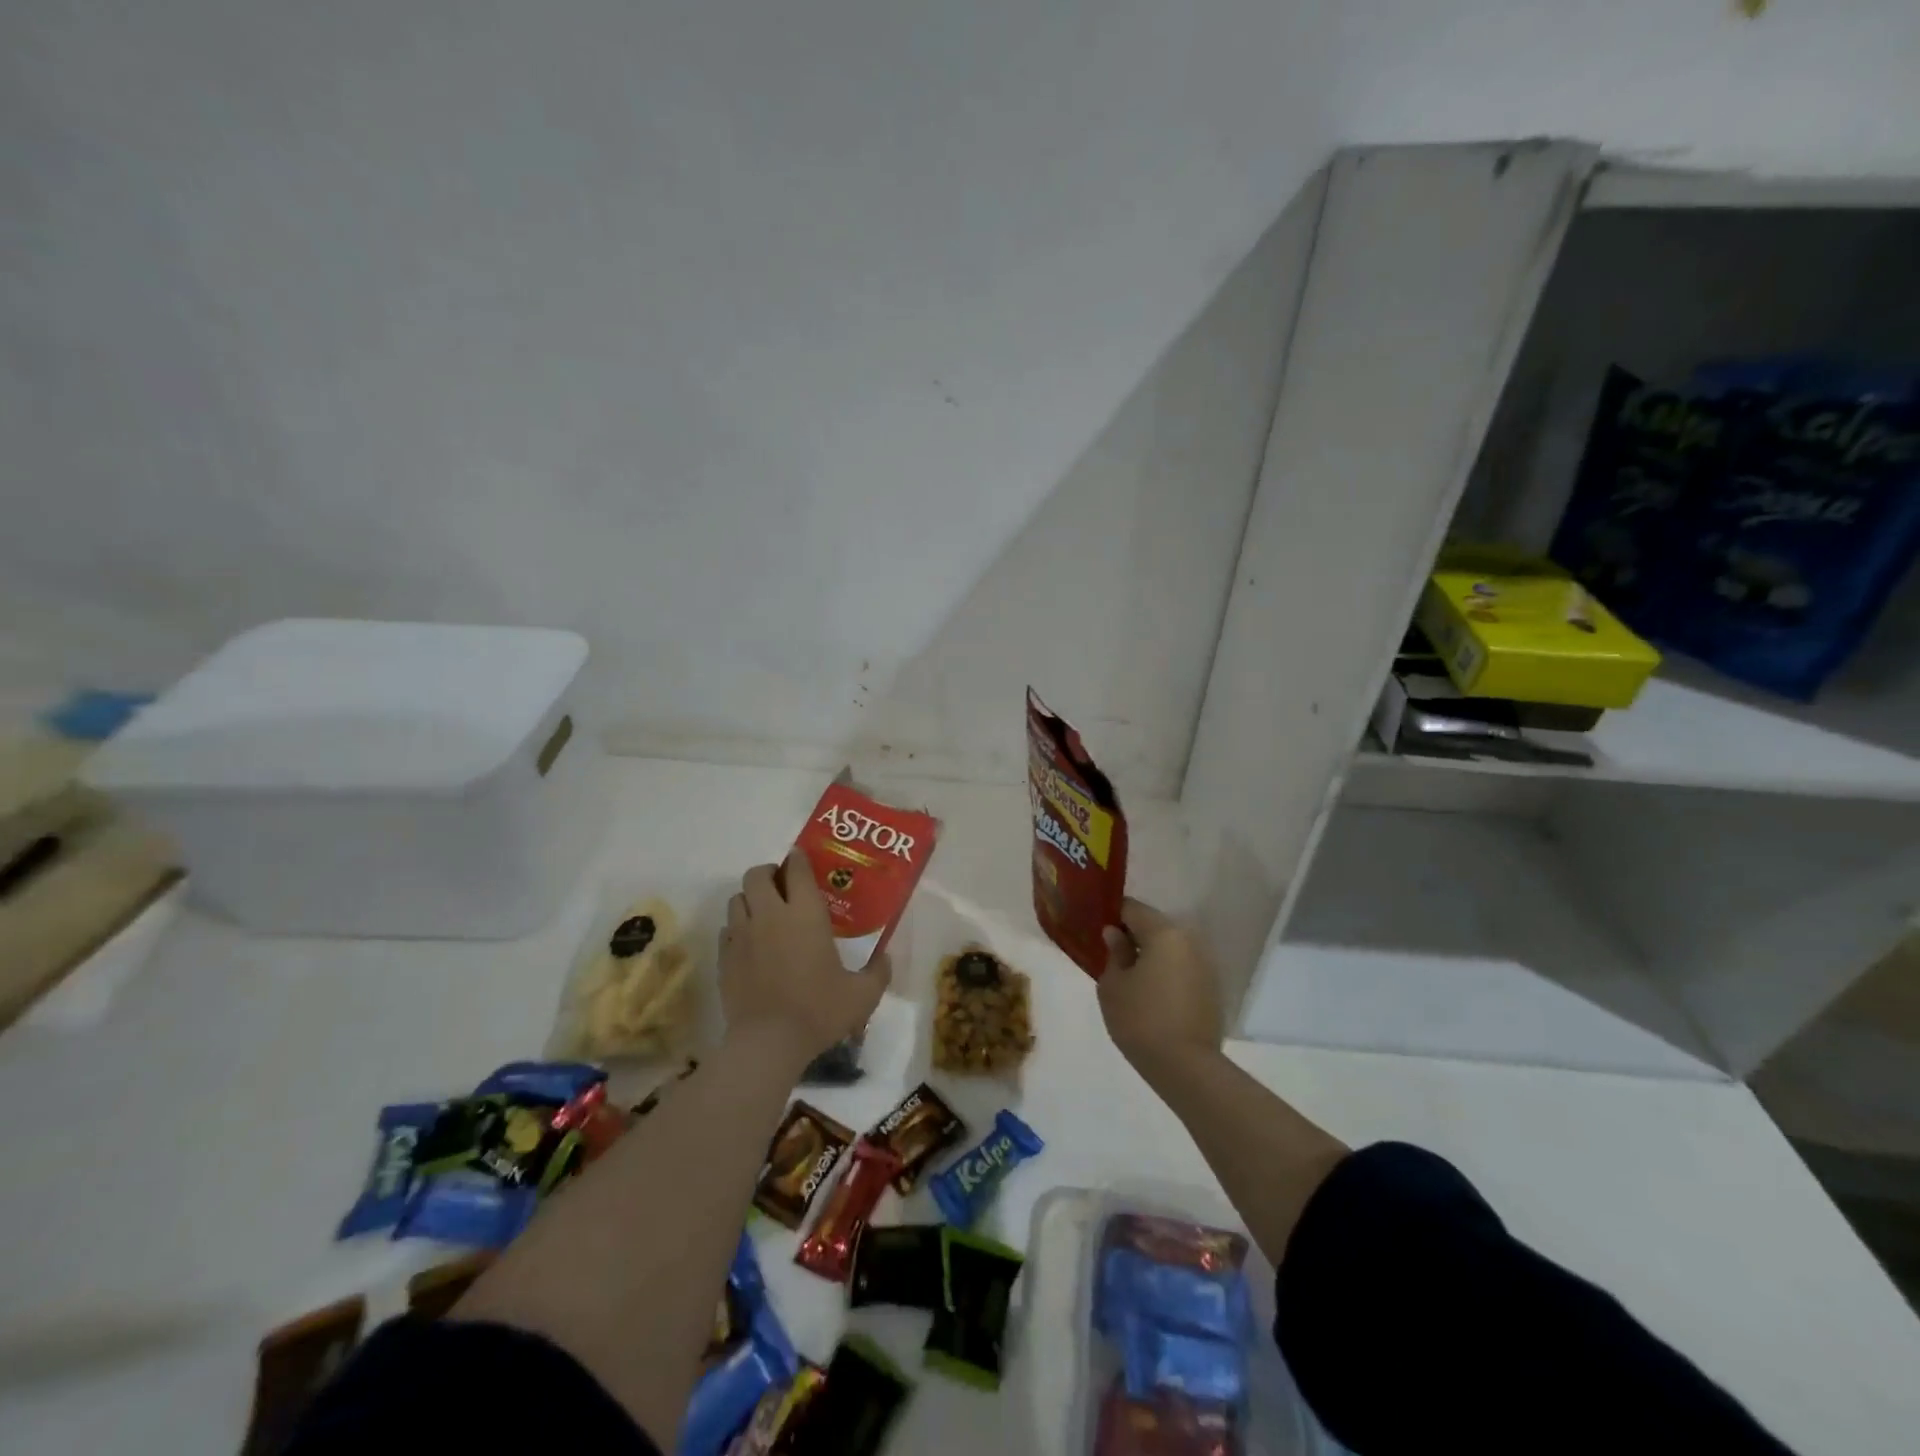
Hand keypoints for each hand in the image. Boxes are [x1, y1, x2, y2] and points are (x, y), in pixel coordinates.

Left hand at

+---+

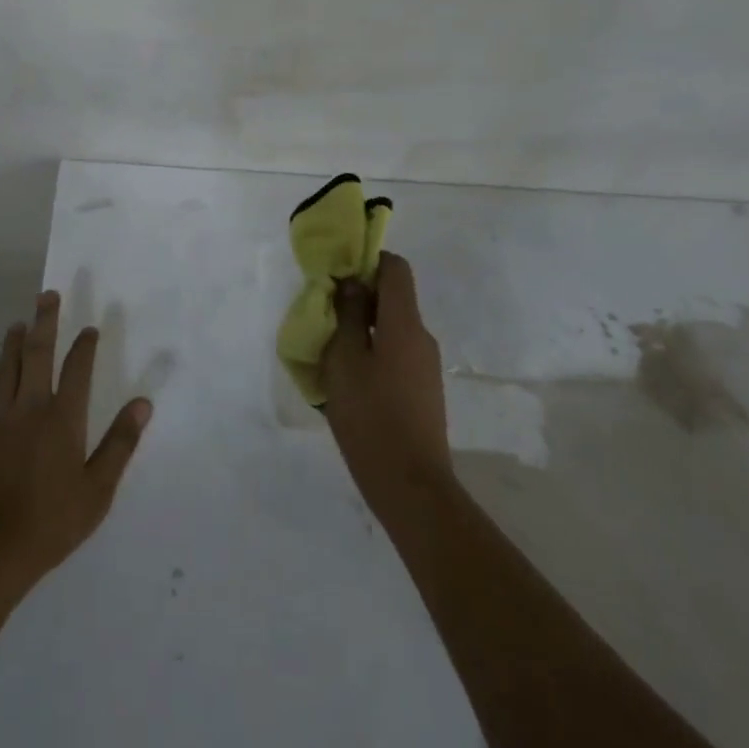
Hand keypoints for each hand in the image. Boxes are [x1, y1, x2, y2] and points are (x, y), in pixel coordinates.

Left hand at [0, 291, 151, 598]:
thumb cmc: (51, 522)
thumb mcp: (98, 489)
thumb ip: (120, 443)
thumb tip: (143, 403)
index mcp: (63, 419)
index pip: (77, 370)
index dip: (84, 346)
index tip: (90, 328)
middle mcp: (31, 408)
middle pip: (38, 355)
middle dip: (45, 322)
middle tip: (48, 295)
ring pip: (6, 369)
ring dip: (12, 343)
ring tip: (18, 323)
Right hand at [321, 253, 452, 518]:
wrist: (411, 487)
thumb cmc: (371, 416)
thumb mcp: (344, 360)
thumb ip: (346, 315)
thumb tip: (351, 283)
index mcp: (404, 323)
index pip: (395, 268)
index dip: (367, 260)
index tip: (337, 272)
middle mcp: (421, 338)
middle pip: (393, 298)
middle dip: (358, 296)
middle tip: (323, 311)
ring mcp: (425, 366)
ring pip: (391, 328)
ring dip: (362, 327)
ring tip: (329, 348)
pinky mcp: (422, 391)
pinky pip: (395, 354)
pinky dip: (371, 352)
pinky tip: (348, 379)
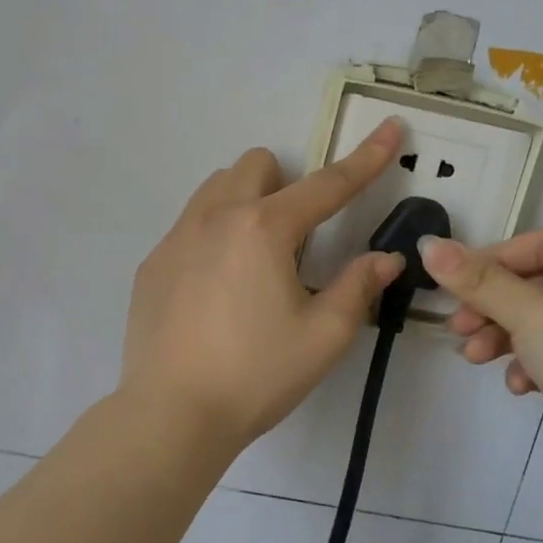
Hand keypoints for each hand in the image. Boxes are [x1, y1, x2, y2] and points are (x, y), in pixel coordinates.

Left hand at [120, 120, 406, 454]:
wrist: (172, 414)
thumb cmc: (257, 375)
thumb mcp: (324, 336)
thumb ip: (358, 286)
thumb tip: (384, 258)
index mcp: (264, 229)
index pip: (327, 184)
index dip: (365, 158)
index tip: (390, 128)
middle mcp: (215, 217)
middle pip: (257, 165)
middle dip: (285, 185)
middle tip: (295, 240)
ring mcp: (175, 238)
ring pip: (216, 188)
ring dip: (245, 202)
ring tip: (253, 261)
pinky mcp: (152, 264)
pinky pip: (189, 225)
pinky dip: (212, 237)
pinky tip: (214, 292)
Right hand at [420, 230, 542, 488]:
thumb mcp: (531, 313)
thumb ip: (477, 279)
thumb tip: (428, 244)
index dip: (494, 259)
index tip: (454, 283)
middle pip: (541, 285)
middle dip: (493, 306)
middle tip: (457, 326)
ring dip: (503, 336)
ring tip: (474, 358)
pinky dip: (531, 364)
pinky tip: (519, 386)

+---+

--- WHAT YOU NEED TO DO ---
Precisely the lines between those holding "index mcp: (404, 323)" and "pinky tip: (348, 379)", inclusive, are to be reproduced from the listing above, with nothing added.

--- EXPECTED ANSWER ---
index mcp: (404, 323)
index pip: (395, 268)
index dip: (367, 260)
index tip: (337, 272)
middle mcp: (421, 338)
middle pip: (393, 298)
middle dip: (358, 296)
middle tip: (323, 311)
ring mcp: (425, 366)
ring pip: (391, 328)
ring dip: (362, 327)
ring tip: (329, 348)
pinky mcp: (422, 391)
pinky pip: (395, 354)
pinky dip: (371, 352)
pinky tip: (348, 379)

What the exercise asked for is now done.